American screenwriter (1915–2000)

Ringgold Wilmer Lardner Jr. (August 15 or 19, 1915 – October 31, 2000) was an American screenwriter and novelist. After enjoying early success in Hollywood, he was subpoenaed in 1947 by the House Un-American Activities Committee (HUAC), where he refused to answer whether he was a member of the Communist Party. He was declared in contempt of Congress, blacklisted by the film studios as one of the "Hollywood Ten", and sentenced to a year in federal prison. Lardner's next screenplay credit, using his own name, was not until The Cincinnati Kid in 1965. He went on to win an Academy Award for his M*A*S*H (1970) screenplay.

== Early life ==
Born in Chicago, he was the son of Ellis (Abbott) and the nationally known journalist, humorist and short story writer Ring Lardner. Ring Jr. and his three brothers—James, John, and David—grew up in material and cultural privilege. He was educated at Phillips Academy in Andover, Massachusetts. He attended Princeton University for two years but then dropped out ("I didn't see the point of finishing") in June 1934.
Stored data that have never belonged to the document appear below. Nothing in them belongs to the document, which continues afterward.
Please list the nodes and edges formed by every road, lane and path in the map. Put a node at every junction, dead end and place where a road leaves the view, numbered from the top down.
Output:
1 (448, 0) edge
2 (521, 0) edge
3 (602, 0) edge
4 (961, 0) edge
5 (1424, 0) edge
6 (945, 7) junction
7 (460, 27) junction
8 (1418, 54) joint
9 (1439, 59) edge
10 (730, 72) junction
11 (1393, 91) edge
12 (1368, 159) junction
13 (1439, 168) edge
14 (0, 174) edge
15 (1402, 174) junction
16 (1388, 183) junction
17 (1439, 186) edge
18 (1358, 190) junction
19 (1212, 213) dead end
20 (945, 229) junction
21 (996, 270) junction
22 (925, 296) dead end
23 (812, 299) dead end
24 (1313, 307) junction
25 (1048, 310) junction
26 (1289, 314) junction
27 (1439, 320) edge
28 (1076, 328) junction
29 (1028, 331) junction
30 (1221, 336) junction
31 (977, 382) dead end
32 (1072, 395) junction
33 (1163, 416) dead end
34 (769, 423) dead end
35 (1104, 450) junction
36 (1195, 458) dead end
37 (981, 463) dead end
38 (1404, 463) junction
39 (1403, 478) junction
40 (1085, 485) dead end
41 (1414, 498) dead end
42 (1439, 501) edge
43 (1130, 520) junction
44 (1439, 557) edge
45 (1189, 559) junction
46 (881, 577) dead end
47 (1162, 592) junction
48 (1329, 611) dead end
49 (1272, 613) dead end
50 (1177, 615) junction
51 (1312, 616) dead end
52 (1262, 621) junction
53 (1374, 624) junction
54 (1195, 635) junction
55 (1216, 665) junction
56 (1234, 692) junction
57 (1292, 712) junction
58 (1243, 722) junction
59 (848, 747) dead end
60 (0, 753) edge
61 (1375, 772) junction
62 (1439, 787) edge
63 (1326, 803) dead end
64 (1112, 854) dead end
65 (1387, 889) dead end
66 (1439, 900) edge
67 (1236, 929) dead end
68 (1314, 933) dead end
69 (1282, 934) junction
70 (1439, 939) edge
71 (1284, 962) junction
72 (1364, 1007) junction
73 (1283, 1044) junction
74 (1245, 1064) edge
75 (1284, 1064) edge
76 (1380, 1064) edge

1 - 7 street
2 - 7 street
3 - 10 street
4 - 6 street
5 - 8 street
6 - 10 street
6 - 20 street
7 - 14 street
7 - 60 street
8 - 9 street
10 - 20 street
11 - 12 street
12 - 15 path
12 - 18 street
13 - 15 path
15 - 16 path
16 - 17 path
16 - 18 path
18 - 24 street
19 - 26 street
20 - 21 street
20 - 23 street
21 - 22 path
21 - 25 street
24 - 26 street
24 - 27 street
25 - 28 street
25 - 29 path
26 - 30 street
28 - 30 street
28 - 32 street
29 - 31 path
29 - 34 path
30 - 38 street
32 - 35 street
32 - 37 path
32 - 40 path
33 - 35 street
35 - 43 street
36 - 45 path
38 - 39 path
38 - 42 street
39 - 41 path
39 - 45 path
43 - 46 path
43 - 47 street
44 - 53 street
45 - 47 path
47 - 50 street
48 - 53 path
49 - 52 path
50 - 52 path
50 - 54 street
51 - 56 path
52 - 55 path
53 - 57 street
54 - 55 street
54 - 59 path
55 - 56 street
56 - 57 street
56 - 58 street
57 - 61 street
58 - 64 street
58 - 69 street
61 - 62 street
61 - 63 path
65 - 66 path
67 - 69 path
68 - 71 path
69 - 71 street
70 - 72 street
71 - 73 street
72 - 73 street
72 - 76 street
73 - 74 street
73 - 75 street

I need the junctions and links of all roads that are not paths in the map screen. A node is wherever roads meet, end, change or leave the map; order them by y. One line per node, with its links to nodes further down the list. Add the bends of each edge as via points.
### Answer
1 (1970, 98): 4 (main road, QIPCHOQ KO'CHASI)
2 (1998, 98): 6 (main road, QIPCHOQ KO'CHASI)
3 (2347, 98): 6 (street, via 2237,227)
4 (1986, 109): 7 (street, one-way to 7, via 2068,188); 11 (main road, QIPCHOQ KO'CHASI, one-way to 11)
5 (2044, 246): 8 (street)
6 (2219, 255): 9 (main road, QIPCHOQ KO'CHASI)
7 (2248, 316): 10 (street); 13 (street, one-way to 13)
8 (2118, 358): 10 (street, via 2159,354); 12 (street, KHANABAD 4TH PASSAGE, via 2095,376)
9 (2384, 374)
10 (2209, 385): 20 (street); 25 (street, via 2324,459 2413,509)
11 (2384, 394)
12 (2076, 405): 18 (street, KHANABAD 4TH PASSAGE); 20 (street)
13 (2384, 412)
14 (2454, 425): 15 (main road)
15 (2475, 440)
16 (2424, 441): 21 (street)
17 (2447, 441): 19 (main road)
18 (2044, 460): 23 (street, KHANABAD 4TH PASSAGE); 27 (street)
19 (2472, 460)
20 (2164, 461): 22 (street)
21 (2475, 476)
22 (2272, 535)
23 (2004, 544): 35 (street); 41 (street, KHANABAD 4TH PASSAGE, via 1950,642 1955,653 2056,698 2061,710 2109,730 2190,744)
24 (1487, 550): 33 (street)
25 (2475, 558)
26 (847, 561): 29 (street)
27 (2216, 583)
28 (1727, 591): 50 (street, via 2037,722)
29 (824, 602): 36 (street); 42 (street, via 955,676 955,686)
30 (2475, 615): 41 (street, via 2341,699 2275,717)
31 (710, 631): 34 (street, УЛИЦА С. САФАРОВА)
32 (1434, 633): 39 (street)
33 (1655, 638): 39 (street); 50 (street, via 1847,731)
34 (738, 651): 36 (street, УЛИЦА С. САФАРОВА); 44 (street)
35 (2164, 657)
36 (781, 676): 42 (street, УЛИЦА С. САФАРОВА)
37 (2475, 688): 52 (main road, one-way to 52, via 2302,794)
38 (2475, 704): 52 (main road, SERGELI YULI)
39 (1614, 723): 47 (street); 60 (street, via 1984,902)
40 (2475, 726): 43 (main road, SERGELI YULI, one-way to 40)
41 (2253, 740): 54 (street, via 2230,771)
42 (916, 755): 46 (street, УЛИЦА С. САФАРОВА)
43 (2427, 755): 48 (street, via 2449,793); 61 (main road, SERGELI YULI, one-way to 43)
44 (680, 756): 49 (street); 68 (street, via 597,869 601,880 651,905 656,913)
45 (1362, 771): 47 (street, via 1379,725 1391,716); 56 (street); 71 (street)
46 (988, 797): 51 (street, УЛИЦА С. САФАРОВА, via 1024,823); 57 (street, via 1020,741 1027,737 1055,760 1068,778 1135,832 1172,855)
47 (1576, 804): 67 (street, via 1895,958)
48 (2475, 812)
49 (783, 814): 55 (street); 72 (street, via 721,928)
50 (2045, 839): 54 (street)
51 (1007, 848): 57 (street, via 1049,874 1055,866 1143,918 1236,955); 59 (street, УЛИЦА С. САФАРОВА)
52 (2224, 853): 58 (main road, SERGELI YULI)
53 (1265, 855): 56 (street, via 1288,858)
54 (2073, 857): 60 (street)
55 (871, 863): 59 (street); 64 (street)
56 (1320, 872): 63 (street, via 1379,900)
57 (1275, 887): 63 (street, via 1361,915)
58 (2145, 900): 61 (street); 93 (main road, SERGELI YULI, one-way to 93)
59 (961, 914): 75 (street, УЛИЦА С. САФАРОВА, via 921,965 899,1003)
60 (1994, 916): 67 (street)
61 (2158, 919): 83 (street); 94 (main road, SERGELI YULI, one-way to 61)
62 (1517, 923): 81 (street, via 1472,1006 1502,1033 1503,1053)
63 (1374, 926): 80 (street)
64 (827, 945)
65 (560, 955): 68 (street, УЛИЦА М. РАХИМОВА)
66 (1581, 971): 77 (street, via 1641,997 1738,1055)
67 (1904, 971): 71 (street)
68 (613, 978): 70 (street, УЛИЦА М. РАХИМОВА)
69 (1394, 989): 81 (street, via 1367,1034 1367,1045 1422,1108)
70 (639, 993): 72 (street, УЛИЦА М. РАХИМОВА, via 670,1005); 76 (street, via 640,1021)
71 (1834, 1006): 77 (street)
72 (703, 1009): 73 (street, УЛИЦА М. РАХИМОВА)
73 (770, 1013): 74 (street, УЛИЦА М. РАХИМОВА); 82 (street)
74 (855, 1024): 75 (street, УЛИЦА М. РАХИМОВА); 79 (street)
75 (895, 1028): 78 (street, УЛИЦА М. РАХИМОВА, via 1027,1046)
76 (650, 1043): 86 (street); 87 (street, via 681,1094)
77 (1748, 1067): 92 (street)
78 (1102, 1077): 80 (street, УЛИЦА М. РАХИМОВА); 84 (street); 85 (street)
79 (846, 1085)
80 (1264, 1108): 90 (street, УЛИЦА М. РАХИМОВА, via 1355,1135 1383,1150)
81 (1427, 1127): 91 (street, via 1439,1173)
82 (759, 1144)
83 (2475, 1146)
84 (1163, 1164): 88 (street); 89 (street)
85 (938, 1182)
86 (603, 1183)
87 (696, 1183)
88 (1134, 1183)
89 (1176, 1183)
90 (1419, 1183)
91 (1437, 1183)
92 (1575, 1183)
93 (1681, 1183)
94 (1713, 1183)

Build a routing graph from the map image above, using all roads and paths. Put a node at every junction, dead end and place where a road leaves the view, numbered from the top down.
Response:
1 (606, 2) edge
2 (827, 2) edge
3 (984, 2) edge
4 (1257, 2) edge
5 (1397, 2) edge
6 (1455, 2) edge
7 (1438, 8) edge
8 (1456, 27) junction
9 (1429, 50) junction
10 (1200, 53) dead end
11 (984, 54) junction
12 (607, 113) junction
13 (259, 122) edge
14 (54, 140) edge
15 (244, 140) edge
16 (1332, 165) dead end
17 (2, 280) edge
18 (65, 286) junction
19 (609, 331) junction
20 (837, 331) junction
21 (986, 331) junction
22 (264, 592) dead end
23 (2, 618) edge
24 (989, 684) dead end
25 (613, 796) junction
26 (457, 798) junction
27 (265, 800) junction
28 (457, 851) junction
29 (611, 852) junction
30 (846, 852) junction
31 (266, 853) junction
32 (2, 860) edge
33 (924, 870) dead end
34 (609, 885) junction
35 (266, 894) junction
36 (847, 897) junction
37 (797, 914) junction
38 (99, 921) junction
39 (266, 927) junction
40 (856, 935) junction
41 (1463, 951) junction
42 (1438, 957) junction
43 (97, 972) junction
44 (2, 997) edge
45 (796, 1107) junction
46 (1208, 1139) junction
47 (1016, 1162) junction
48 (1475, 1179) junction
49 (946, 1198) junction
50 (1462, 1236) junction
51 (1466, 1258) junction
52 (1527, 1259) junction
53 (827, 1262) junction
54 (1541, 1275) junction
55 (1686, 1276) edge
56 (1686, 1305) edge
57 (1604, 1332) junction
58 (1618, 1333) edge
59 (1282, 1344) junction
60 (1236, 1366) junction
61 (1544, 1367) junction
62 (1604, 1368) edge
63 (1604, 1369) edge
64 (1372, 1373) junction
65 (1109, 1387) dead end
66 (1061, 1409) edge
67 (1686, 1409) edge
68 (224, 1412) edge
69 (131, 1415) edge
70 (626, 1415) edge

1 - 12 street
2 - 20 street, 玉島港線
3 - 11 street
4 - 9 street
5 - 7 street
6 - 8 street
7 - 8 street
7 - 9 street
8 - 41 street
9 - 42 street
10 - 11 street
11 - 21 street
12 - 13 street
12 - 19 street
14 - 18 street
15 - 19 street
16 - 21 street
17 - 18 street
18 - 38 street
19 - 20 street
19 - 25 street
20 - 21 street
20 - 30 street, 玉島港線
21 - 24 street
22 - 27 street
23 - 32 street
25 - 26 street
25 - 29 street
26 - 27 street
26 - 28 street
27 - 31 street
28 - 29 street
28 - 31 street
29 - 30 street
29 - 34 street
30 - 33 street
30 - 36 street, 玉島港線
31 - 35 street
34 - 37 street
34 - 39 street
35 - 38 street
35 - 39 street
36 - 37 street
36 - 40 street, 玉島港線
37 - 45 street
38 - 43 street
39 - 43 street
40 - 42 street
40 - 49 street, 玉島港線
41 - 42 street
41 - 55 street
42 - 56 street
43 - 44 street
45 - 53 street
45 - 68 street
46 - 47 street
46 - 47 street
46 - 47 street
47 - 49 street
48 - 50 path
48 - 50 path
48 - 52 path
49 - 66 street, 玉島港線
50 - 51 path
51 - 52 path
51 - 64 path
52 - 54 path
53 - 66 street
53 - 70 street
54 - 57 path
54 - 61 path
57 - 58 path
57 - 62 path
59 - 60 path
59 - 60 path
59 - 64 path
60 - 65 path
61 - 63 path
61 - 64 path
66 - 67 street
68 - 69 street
By that time, Lardner had begun what he called his "leftward migration", which he attributed to "the growing severity of the Depression and what I assessed as the failure of both major parties to come to grips with it". In autumn of 1934, he enrolled at the Anglo-American Institute of the University of Moscow, an experience that moved his ideology further toward communism. In 1936 he was recruited by his friend Budd Schulberg to join the US Communist Party (CPUSA), and voted that year for Communist candidate Earl Browder in the presidential election.

== Writing career ==
After his return to New York from Moscow in 1935, Lardner was hired as a cub reporter for the Daily Mirror. In less than a year, he was lured away from his $25-a-week job to earn $40-a-week in the publicity department of David O. Selznick's Hollywood film studio, Selznick International Pictures. While Lardner was laboring in obscurity as a junior publicist, a writing opportunity arose. Selznick was soliciting ideas from anyone in the studio for a suitable ending to the film, A Star Is Born. Lardner and Schulberg huddled together and submitted a closing scene in which Vicki Lester (Janet Gaynor)—still grieving from the suicide of her husband—proudly introduces herself to a throng of admirers as "Mrs. Norman Maine". The line was enthusiastically accepted by Selznick, and would be reused in subsequent remakes of A Star Is Born. Although the film's co-writer Dorothy Parker was unable to persuade Selznick to grant Lardner and Schulberg a screen credit for their work, Lardner began to get more writing assignments. He soon made another uncredited contribution to an ending, this time with George Oppenheimer for the 1937 screwball comedy, Nothing Sacred.

In 1938, Lardner joined the "B movie" unit at Warner Bros. and gained additional screenplay experience. He collaborated with British writer Ian McLellan Hunter on two small features for RKO, Meet Dr. Christian (1939) and The Courageous Dr. Christian (1940). Lardner's big break came when he and Michael Kanin wrote Woman of the Year (1942), a film which won the Best Original Screenplay Academy Award. That success vaulted Lardner's weekly salary from $250 to $1000. Among his next assignments, he made uncredited improvements to Laura (1944) (he was asked by director Otto Preminger to sharpen the dialogue of Clifton Webb's character, Waldo Lydecker), and co-wrote the films Cloak and Dagger (1946) and Forever Amber (1947). He also worked on an animated short film, Brotherhood of Man (1946), that promoted racial tolerance.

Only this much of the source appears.